Retirar áreas de segurança da Marinha que, “apesar de ter seus defeitos, pelo menos tem algum controle” é uma temeridade.
O diretor da Agapan recorre a um exemplo prosaico. “A primeira coisa que gostam de fazer é retirar cômoros, as dunas, e matas de restinga. Isso é necessário para se construir, não? Só que dunas e mata de restinga são elementos da natureza que nos defendem do oceano. Sem eles, nós ficamos desprotegidos”.

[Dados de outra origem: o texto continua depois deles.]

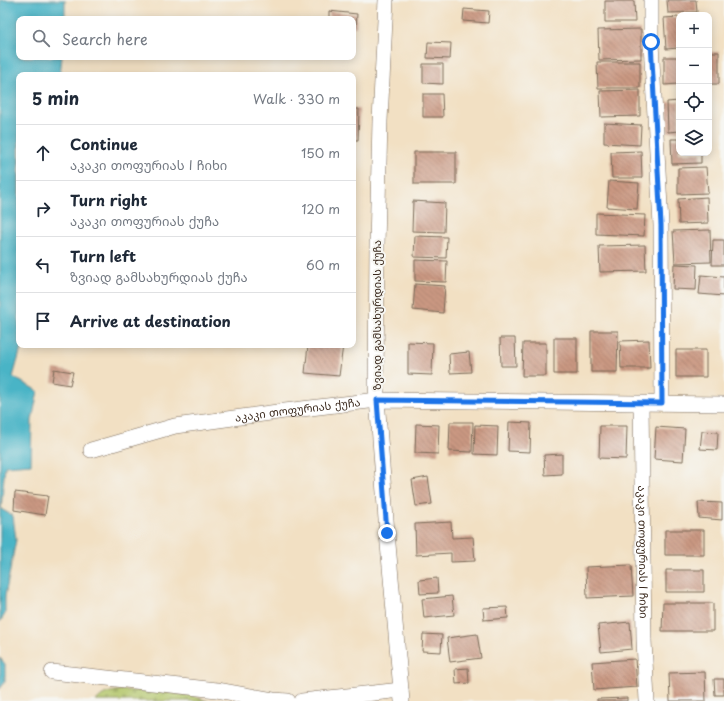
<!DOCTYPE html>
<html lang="en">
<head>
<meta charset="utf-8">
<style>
  :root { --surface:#fff; --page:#f6f6f7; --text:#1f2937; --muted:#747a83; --line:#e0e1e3 }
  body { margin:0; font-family:"Playpen Sans","Noto Sans Georgian",sans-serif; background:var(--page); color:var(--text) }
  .controls { position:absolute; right:12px; top:12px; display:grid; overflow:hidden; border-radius:8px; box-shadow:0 2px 10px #0003 }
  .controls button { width:36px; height:36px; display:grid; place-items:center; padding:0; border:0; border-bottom:1px solid var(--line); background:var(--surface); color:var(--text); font:20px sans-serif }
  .stop { position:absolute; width:12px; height:12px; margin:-9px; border:3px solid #1a73e8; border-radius:50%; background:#fff }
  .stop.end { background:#1a73e8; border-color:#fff; box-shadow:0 1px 4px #0008 }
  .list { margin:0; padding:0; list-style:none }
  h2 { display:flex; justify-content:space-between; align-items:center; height:52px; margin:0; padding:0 16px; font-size:17px }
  h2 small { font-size:13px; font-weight:400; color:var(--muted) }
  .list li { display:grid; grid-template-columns:26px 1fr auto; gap:12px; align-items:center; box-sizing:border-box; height:56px; padding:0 16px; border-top:1px solid var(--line) }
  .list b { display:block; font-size:15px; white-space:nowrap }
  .list p { margin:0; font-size:13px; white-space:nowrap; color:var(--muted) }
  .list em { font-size:13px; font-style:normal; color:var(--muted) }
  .icon { flex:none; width:22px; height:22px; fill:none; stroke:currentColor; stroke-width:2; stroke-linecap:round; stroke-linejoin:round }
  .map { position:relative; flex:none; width:724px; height:701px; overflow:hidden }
  .search { position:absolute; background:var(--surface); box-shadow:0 2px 10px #0003; left:16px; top:16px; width:340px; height:44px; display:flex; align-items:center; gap:10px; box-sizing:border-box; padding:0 14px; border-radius:8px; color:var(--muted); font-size:15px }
  .panel { position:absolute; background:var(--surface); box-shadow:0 2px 10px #0003; left:16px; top:72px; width:340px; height:276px; border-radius:8px }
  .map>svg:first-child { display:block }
  .cemetery { fill:url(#cemetery-stones); stroke:#777844 }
  .water { fill:#49b4c6; stroke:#426f72 }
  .building { fill:url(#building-back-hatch) }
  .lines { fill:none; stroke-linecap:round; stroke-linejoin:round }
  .minor-casing { stroke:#7b6a58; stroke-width:16 }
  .minor { stroke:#fff; stroke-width:15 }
  .route { stroke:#1a73e8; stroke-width:5 }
  .labels { text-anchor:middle; stroke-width:4; stroke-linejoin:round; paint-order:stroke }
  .street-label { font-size:11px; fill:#3b2a1e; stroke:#f6f6f2 }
</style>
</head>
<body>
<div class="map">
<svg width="724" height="701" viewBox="0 0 724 701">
  <defs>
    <pattern id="cemetery-stones" width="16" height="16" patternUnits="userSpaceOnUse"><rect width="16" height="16" fill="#b3c66a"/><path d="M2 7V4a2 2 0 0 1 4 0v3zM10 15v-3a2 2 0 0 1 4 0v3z" fill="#9baa5b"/></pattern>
    <pattern id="building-back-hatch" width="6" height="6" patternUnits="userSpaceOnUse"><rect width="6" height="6" fill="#ca9882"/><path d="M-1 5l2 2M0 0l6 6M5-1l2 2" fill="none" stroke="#a57c6a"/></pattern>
  </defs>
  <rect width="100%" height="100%" fill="#f6f6f2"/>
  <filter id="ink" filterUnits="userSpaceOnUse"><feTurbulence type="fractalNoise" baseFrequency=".025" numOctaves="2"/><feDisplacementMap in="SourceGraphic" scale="8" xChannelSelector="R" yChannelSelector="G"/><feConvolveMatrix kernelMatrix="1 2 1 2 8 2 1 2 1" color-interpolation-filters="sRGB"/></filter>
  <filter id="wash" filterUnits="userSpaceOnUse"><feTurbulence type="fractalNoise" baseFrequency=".012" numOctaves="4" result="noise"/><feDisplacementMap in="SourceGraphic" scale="16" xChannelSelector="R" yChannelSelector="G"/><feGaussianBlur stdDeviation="0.9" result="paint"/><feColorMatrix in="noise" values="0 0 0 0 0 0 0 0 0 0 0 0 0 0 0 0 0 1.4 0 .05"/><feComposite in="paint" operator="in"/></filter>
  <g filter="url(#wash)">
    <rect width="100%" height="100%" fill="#f2e0c3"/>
    <path class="cemetery" d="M122 690 161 692 190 695 208 701H96C103 692 111 692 122 690Z"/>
    <path class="water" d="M0 0H65V19H19V57H62L60 75H19V345H22L13 377 38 391 32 420 31 464 5 466 1 509 13 516 16 540 5 596V614L0 622Z
      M0 658 5 664V682L0 689Z"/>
    <g id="blocks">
      <path class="building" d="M667 0H696L697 12 668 13Z
        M605 1H634L635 22H605Z
        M464 9 489 11 488 23 463 21Z
        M329 11 357 14 356 27H353V19H329Z
        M679 17V48L666 49 664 18Z
        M641 29V59L599 60 598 30Z
        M428 42 451 43 450 59 427 58Z
        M709 52H719V84H709Z
        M664 57H679V84L664 85Z
        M597 62H640V88H598Z
        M423 64H443V84L423 83Z
        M640 90V116L601 117 600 91Z
        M423 94H442L443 117H423Z
        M679 101V131L668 132 667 102Z
        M353 109H359L358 140H353Z
        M604 123 641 125 640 145 604 143Z
        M671 139H679V153H701V163L672 164Z
        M641 151 642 178H612L611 152Z
        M414 152H456V184H414Z
        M706 167 708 193 678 194V168Z
        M609 181 639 183 637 209 607 207Z
        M707 197 708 223 679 224 678 199Z
        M413 201 445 203 444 232 412 231Z
        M596 213 645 215 644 236 596 234Z
        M710 230 711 262 675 263 673 231Z
        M415 236 447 237 446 258 414 257Z
        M713 240H724V265H712Z
        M645 245 646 271 600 272 599 246Z
        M415 260 447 261 446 282 415 281Z
        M674 264 697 265 696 290 673 289Z
        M701 275 724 277V296L699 294Z
        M415 284 445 286 443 313 413 310Z
        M591 331H618L617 372H591Z
        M500 338H515L516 366H501Z
        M554 338H577V374H554Z
        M649 340 650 368H621L620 341Z
        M408 342 433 343 432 375 408 374Z
        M523 343H546V376H522Z
        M308 345H343L339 376 305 373Z
        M676 350H706V377H676Z
        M469 352 471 372 450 373 449 354Z
        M54 369 73 372 70 385 52 382Z
        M450 422H473L472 452 449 451Z
        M509 422 531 423 530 452 508 451Z
        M416 424 439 425 438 454 415 453Z
        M475 425 498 426 497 455 474 454Z
        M600 426H627L626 459 599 458Z
        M656 427 685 429 683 461 654 459Z
        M702 431 718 432 717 450 700 449Z
        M562 454V474L545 475 544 455Z
        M428 477 432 504 416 506 412 480Z
        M15 492 48 496 45 515 14 510Z
        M698 502 722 503V520L699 518Z
        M451 522 452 538 473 537 475 561 451 562V553L416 555 415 524Z
        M665 530H704V555H665Z
        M631 565 633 596 587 598 586 567Z
        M666 570H704V592H666Z
        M437 578 438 593 420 594 419 580Z
        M452 596 454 615 424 618 422 599Z
        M663 603H713V631H662Z
        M507 607 508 618 484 620 483 608Z
        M630 622 632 649 601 652 598 625Z
        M423 634 442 635 441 652 422 651Z
        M477 634 481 658 450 662 447 638Z
        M635 659 637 687 594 690 592 662Z
        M468 668 469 683 456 684 455 669Z
        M705 672 706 701H670L669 673Z
        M714 679H724V695H715Z
        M627 698V701H597V699Z"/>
    </g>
  </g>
  <g filter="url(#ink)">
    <use href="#blocks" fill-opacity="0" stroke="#7b6a58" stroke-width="1"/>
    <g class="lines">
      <defs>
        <g id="minor">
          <path d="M386 0 380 121 377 245 376 385 387 533 402 701"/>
          <path d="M651 0V43L661 225 662 403"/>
          <path id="s1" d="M641 404 644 640 647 701"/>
          <path id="s2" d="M91 450 175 426 285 411 377 400 724 404"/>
          <path d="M52 672 217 690 273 700 288 701"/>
          <path d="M302 701 401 690"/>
        </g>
      </defs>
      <use href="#minor" class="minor-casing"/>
      <use href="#minor" class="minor"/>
    </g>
  </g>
  <g class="lines" filter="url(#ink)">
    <path class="route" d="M387 533 377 400 662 403 661 225 651 42"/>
  </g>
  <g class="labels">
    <g class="street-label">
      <text transform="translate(377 315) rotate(-90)" y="4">ზვიად გამსახურდიას ქუჩა</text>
      <text dy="4" stroke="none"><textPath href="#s2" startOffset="211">აკაკი თოფურიას ქუჩა</textPath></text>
      <text dy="4" stroke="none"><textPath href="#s1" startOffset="148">აკაკი თოფურიას I ჩიხი</textPath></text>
    </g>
  </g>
</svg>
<div class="controls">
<button>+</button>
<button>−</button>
<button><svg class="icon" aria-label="locate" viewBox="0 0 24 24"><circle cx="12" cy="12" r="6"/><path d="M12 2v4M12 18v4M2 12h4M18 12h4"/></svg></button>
<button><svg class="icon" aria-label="layers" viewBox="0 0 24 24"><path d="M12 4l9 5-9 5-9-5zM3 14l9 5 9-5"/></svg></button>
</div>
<div class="stop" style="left:651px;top:42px"></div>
<div class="stop end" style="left:387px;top:533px"></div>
<div class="search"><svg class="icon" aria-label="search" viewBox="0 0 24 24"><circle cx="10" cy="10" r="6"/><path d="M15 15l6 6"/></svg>Search here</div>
<section class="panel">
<h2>5 min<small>Walk · 330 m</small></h2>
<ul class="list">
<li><svg class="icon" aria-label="ahead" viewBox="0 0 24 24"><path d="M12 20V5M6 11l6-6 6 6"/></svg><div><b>Continue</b><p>აკაკი თოფურიას I ჩიხი</p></div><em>150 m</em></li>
<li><svg class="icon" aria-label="right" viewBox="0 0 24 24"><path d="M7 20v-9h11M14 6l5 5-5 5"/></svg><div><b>Turn right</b><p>აკაკი თოფურიას ქუჩა</p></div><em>120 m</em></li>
<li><svg class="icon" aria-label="left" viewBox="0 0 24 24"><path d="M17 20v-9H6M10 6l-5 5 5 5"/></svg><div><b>Turn left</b><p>ზვიად გამსახურდიას ქუჩა</p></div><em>60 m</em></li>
<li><svg class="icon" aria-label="arrive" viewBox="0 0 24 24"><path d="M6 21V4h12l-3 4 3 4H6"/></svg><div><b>Arrive at destination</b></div></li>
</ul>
</section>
</div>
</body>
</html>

E a proteção referida pelo especialista ultrapassa questões como populações atingidas e deslocadas. Segundo ele, sem dunas e matas de restinga, campos de plantações podem simplesmente sumir de uma hora para a outra do mapa ao serem atingidos pela salinidade do mar.
Isso é só um exemplo, ressalta Milanez, lembrando que, devido ao tamanho do Brasil, de sua biodiversidade e condições climáticas, todo o impacto tende a ser gigantesco.

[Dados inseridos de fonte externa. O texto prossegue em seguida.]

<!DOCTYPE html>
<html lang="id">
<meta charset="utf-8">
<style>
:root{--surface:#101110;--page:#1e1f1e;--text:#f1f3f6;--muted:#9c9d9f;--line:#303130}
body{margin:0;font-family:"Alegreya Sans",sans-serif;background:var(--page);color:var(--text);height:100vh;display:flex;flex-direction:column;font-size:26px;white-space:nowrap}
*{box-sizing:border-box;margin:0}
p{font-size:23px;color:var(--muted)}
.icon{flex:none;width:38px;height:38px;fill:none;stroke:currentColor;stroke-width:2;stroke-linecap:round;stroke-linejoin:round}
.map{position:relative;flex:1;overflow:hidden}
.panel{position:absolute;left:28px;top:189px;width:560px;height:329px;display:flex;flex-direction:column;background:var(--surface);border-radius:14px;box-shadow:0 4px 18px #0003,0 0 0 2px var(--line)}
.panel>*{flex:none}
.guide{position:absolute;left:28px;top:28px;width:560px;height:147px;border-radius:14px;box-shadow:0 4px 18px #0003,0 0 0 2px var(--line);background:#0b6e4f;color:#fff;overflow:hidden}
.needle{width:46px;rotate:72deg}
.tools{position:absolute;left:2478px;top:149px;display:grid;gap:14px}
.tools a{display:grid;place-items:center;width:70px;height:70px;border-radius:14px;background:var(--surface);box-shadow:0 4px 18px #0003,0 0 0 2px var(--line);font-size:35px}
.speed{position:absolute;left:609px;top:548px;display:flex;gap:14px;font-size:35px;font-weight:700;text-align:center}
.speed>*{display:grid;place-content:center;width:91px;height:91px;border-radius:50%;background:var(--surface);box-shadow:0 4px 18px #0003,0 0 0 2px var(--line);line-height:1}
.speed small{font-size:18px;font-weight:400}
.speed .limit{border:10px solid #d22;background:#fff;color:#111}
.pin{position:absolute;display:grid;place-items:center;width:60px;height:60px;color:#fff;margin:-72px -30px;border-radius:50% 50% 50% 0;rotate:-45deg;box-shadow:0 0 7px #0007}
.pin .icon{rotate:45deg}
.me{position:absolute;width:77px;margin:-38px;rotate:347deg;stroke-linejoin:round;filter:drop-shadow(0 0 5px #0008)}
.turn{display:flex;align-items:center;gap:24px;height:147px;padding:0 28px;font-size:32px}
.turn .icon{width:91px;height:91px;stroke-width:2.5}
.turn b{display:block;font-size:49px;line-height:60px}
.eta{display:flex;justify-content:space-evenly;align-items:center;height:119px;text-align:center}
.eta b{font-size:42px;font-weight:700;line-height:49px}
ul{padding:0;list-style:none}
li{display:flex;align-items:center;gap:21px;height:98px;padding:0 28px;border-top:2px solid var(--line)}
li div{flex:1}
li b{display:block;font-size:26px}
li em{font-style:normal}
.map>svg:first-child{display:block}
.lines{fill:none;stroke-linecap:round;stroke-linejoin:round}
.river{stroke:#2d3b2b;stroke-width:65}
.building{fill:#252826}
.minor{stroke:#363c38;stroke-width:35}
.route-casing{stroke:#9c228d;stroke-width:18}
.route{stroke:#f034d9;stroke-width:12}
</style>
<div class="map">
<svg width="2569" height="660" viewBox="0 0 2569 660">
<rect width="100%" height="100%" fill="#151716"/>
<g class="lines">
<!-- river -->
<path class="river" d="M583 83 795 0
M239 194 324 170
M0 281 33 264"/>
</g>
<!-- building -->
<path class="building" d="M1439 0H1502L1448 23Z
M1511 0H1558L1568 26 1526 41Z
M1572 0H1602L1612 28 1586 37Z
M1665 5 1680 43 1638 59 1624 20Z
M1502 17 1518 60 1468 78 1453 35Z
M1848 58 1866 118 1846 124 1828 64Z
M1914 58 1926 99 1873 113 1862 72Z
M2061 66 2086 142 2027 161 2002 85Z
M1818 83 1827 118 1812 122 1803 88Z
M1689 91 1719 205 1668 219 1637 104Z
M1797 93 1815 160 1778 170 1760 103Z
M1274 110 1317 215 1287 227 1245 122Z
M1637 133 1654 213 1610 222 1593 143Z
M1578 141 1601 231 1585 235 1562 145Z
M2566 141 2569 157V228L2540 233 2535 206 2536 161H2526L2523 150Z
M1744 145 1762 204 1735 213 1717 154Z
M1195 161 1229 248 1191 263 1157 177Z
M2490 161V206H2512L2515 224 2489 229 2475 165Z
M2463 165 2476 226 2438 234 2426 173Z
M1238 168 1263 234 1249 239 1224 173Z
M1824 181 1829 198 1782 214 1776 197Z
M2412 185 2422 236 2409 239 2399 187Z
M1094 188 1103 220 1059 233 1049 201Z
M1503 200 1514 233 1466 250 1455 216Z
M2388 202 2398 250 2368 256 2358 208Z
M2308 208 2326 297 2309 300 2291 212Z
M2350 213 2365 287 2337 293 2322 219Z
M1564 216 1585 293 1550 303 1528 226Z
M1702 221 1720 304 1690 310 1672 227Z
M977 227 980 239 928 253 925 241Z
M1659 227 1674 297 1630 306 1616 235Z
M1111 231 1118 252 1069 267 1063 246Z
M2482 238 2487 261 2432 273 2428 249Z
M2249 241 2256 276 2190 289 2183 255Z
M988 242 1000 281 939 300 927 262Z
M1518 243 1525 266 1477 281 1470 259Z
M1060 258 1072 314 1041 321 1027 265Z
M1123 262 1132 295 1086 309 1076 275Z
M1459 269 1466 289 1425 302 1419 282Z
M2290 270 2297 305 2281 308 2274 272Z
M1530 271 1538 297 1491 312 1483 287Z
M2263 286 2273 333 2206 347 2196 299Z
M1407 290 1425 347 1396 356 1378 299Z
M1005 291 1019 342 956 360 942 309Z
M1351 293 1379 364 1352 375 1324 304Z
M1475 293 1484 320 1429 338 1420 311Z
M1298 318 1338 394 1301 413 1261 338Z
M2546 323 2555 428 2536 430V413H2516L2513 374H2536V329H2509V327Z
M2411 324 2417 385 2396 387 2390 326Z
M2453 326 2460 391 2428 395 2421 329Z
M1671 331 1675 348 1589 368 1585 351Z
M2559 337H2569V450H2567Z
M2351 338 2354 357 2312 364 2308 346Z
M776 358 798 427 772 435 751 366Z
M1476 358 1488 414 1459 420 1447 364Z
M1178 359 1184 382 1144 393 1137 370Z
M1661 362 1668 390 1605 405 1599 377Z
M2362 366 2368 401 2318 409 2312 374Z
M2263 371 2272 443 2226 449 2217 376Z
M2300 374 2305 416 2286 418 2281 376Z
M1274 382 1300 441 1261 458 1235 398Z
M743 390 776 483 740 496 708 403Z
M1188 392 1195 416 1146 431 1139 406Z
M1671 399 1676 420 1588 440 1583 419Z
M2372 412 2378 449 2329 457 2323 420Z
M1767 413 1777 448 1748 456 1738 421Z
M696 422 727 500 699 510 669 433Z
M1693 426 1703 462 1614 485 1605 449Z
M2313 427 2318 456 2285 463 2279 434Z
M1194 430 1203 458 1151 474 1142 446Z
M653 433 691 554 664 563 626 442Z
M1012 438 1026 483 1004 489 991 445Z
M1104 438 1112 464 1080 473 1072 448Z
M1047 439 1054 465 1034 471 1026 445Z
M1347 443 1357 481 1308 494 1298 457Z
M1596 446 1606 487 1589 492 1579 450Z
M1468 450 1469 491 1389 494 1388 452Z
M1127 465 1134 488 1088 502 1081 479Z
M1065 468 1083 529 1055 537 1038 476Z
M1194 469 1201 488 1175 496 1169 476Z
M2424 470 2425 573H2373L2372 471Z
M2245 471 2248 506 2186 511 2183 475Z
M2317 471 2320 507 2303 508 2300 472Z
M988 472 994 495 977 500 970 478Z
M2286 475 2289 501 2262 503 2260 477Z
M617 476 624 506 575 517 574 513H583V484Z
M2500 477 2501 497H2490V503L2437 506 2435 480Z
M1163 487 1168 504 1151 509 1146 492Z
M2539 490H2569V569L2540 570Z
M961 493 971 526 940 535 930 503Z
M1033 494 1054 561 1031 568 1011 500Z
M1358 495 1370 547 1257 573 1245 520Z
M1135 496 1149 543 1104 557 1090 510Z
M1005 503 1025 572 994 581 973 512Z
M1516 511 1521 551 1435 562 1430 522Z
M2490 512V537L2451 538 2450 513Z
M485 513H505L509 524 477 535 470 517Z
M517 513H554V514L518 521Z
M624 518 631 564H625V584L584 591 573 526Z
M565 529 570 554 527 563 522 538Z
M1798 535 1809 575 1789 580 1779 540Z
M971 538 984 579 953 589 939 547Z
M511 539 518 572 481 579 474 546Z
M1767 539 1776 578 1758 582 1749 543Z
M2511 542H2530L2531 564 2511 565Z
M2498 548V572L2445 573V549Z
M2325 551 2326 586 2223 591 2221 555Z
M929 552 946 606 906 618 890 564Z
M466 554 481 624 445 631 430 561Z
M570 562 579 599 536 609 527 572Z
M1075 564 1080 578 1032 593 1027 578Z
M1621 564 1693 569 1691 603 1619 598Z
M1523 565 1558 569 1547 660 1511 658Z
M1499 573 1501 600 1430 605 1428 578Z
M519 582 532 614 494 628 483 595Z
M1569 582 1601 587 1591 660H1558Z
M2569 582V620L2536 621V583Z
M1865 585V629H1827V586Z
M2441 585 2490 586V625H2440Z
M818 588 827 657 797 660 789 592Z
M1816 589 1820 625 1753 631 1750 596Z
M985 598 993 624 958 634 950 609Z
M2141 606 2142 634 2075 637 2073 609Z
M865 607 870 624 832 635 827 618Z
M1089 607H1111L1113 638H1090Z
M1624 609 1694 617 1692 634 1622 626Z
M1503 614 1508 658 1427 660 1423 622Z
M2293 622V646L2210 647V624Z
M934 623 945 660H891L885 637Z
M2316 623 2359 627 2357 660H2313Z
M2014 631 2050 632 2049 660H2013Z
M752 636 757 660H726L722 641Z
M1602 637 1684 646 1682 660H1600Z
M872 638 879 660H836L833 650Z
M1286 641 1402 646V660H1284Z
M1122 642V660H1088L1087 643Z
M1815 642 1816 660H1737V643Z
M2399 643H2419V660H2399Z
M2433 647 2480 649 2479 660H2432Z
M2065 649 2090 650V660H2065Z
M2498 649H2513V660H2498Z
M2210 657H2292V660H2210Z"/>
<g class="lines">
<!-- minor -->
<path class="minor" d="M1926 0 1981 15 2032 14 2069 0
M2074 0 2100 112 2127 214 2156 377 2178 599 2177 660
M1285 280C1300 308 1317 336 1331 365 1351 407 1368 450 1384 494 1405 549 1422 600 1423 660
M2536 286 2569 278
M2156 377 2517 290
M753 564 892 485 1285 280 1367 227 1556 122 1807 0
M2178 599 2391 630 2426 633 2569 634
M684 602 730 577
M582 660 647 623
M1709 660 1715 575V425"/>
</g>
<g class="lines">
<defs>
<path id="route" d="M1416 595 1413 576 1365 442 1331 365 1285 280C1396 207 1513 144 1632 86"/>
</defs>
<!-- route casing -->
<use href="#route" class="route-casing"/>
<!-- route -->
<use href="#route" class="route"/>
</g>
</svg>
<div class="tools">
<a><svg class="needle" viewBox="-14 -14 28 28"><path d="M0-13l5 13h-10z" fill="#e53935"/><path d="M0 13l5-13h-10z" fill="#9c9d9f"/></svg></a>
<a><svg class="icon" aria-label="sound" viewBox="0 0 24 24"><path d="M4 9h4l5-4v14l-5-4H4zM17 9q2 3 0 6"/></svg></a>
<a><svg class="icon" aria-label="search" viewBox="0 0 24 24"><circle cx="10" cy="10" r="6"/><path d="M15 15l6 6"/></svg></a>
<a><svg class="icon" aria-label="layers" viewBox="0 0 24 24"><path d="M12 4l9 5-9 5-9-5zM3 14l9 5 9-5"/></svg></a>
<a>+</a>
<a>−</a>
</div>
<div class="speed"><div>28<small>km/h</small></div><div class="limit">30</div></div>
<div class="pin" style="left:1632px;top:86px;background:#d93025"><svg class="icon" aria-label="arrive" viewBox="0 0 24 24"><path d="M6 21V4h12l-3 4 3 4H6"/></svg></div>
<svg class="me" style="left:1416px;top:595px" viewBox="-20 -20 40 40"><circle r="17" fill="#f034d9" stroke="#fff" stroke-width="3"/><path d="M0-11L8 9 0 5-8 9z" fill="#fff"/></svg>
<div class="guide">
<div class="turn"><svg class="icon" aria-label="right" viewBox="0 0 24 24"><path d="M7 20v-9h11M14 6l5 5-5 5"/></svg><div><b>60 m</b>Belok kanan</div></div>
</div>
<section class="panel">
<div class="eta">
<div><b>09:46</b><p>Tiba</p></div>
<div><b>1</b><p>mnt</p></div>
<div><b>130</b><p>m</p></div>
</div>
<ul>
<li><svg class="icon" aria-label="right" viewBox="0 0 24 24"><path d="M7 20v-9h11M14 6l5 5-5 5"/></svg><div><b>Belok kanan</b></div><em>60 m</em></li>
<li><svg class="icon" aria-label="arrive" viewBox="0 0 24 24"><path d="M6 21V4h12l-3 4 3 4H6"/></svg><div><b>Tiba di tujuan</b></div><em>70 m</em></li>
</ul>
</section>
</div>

Ciclone, ressaca e resorts de Neymar
Foto: Prefeitura de Tramandaí/ Divulgação
Não necessariamente estaríamos correndo riscos de tsunamis como na Indonésia e Japão porque esse fenômeno decorre de “acomodação de placas, o que não é comum aqui”, diferencia Milanez.
Já, ressacas, aponta, é algo que já está acontecendo e, ao chegar a pontos devastados pela ação humana, tendem a agravar a situação.
“Nas cidades que tu tiras cômoros e mata de restinga, tipo Tramandaí e Imbé, basta uma ressaquinha que arranca as calçadas, arranca tudo”, ilustra, listando municípios do litoral gaúcho e Garopaba, Santa Catarina, devastados por ressacas.
O PLC relatado pelo senador Bolsonaro não privatiza diretamente as áreas litorâneas do Brasil, mas dá a licença para prefeitos e governadores regularizar concessões para a iniciativa privada. Um dos grandes interessados na privatização da faixa litorânea é o jogador de futebol Neymar Jr., que até já fechou parceria com uma incorporadora para lançar 28 empreendimentos na costa nordestina, com investimentos de R$ 7,5 bilhões.